Dari genealogi atau sejarah kejahatan terhadap keamanan negara, menyebarkan ajaran tertentu tidak termasuk dalam bentuk kejahatan ini. Tindakan persuasif atau demonstrasi seperti yang dilakukan oleh Budi Pego tentu juga bukan merupakan kejahatan terhadap keamanan negara.
Sekali lagi, kejahatan terhadap keamanan negara adalah upaya agresi dan penyerangan terhadap penguasa. Bukan aksi penyebaran ajaran tertentu.
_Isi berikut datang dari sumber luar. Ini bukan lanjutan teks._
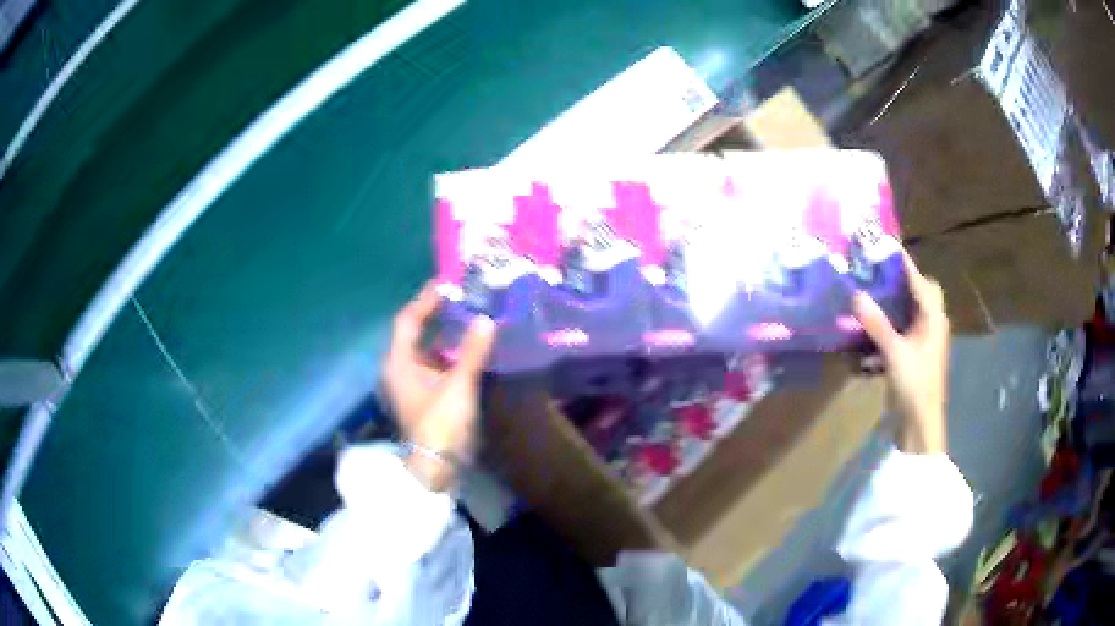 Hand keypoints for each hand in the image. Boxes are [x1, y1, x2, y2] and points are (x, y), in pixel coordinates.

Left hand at [384, 282, 496, 489]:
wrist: (436, 468)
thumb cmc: (441, 424)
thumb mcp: (458, 386)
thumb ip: (471, 352)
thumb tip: (486, 320)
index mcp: (399, 362)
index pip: (408, 320)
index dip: (425, 300)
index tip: (447, 283)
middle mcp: (399, 368)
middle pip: (414, 332)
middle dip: (435, 314)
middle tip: (461, 296)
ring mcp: (410, 383)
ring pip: (425, 349)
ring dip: (444, 333)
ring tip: (468, 316)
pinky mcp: (422, 395)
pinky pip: (433, 363)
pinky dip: (448, 352)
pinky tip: (467, 348)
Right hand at [853, 251, 949, 454]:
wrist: (921, 423)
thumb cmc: (915, 384)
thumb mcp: (894, 353)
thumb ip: (877, 324)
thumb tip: (856, 295)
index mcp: (933, 318)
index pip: (920, 281)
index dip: (904, 263)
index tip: (885, 246)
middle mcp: (932, 325)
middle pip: (921, 293)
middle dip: (902, 282)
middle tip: (877, 274)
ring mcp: (925, 341)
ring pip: (912, 312)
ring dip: (895, 304)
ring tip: (871, 296)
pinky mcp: (915, 356)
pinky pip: (904, 331)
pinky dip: (891, 327)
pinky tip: (872, 332) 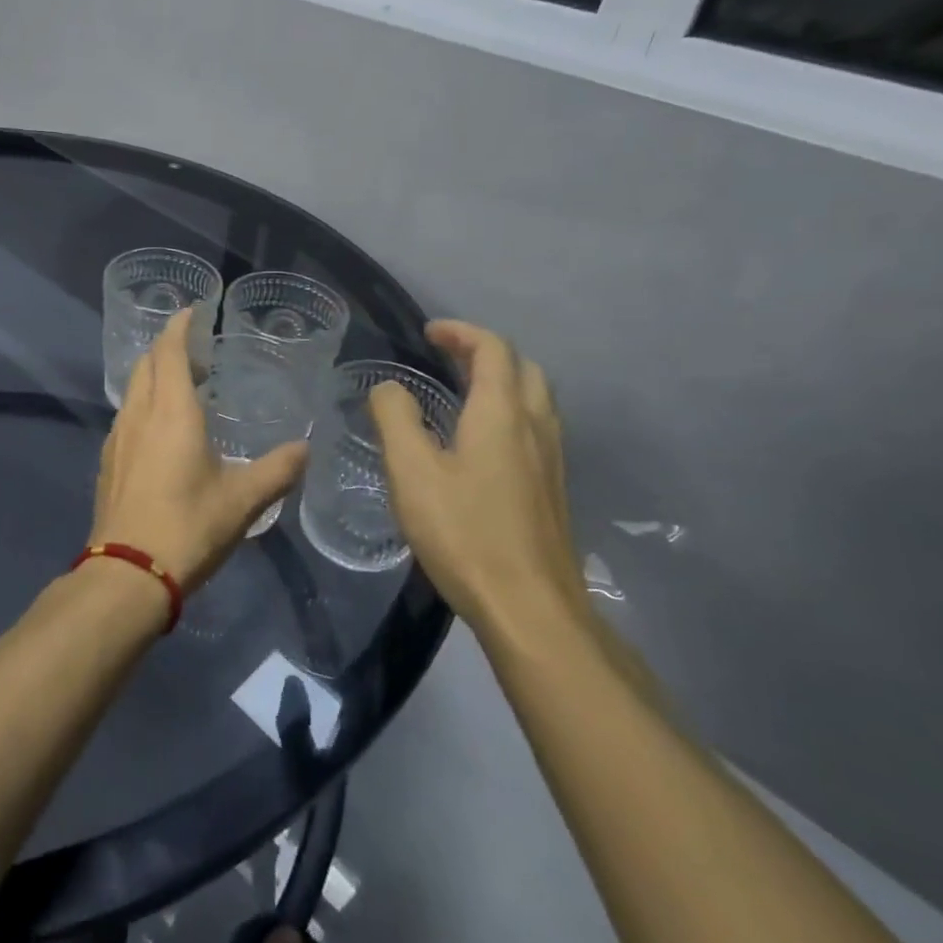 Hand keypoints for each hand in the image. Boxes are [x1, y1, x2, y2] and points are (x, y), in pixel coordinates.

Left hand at [92, 308, 306, 591]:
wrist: (127, 574)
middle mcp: (138, 415)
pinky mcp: (107, 463)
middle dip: (167, 349)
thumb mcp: (242, 501)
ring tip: (183, 388)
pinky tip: (161, 431)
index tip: (192, 311)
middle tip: (197, 353)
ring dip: (154, 378)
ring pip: (133, 391)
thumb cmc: (188, 528)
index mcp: (170, 412)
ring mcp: (117, 439)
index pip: (168, 351)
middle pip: (146, 365)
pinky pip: (127, 417)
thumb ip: (277, 471)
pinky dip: (144, 406)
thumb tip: (305, 449)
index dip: (179, 327)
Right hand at [369, 320, 585, 637]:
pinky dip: (510, 411)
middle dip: (485, 352)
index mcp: (502, 414)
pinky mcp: (553, 489)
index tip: (428, 333)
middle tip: (446, 357)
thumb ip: (396, 418)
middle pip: (523, 368)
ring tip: (462, 391)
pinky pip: (536, 427)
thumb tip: (389, 387)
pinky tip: (482, 442)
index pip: (492, 349)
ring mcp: (552, 460)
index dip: (461, 332)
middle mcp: (536, 427)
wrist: (531, 610)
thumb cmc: (464, 533)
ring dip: (502, 380)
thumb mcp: (412, 472)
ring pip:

Budi Pego yang mengerakkan rakyat melakukan demonstrasi melawan tambang dituduh mengancam keamanan negara. Sinisnya, bolehlah dikatakan bahwa hakim sebenarnya tidak hendak menafsirkan kejahatan terhadap keamanan negara, melainkan ‘kejahatan terhadap keamanan tambang.’ Lalu, apakah tambang juga termasuk bagian dari penguasa negara?
Jelas pertanyaan ini akan dijawab dengan mudah oleh akal sehat kita. Apa yang dilakukan oleh Budi Pego bukan merupakan tindakan terhadap keamanan negara. Ia tidak mencoba melakukan serangan bersenjata dan tidak hendak bekerja sama dengan pihak asing untuk merongrong kekuasaan sah pemerintah hari ini.
Konteks HAM
Pada Mei 1999, parlemen menyusun perumusan regulasi HAM. Masing-masing fraksi di parlemen, seperti FKP, FABRI, FPP, dan FPDI mengajukan usulan redaksional rumusan pasal-pasalnya. Pasal 23[9] dan Pasal 24[10] UU No. 39 Tahun 1999 tentang HAM nampaknya sangat relevan dibaca dalam konteks Budi Pego ini.
Jalan Raya Pance Desa Sumberang menjadi saksi bisu. Budi Pego pada 4 April 2017, saat matahari lagi terik-teriknya, menggelar aksi tolak tambang. Secara geografis daerah Gunungsalak adalah tempat yang asri nan sejuk. Tiba-tiba muncul penambangan tanpa minta izin terlebih dahulu kepada masyarakat desa. Bersama sohib kampungnya, Mustakim, Pur, dan Sunarto, ia mengkritik tambang tanpa ijin warga itu.[11]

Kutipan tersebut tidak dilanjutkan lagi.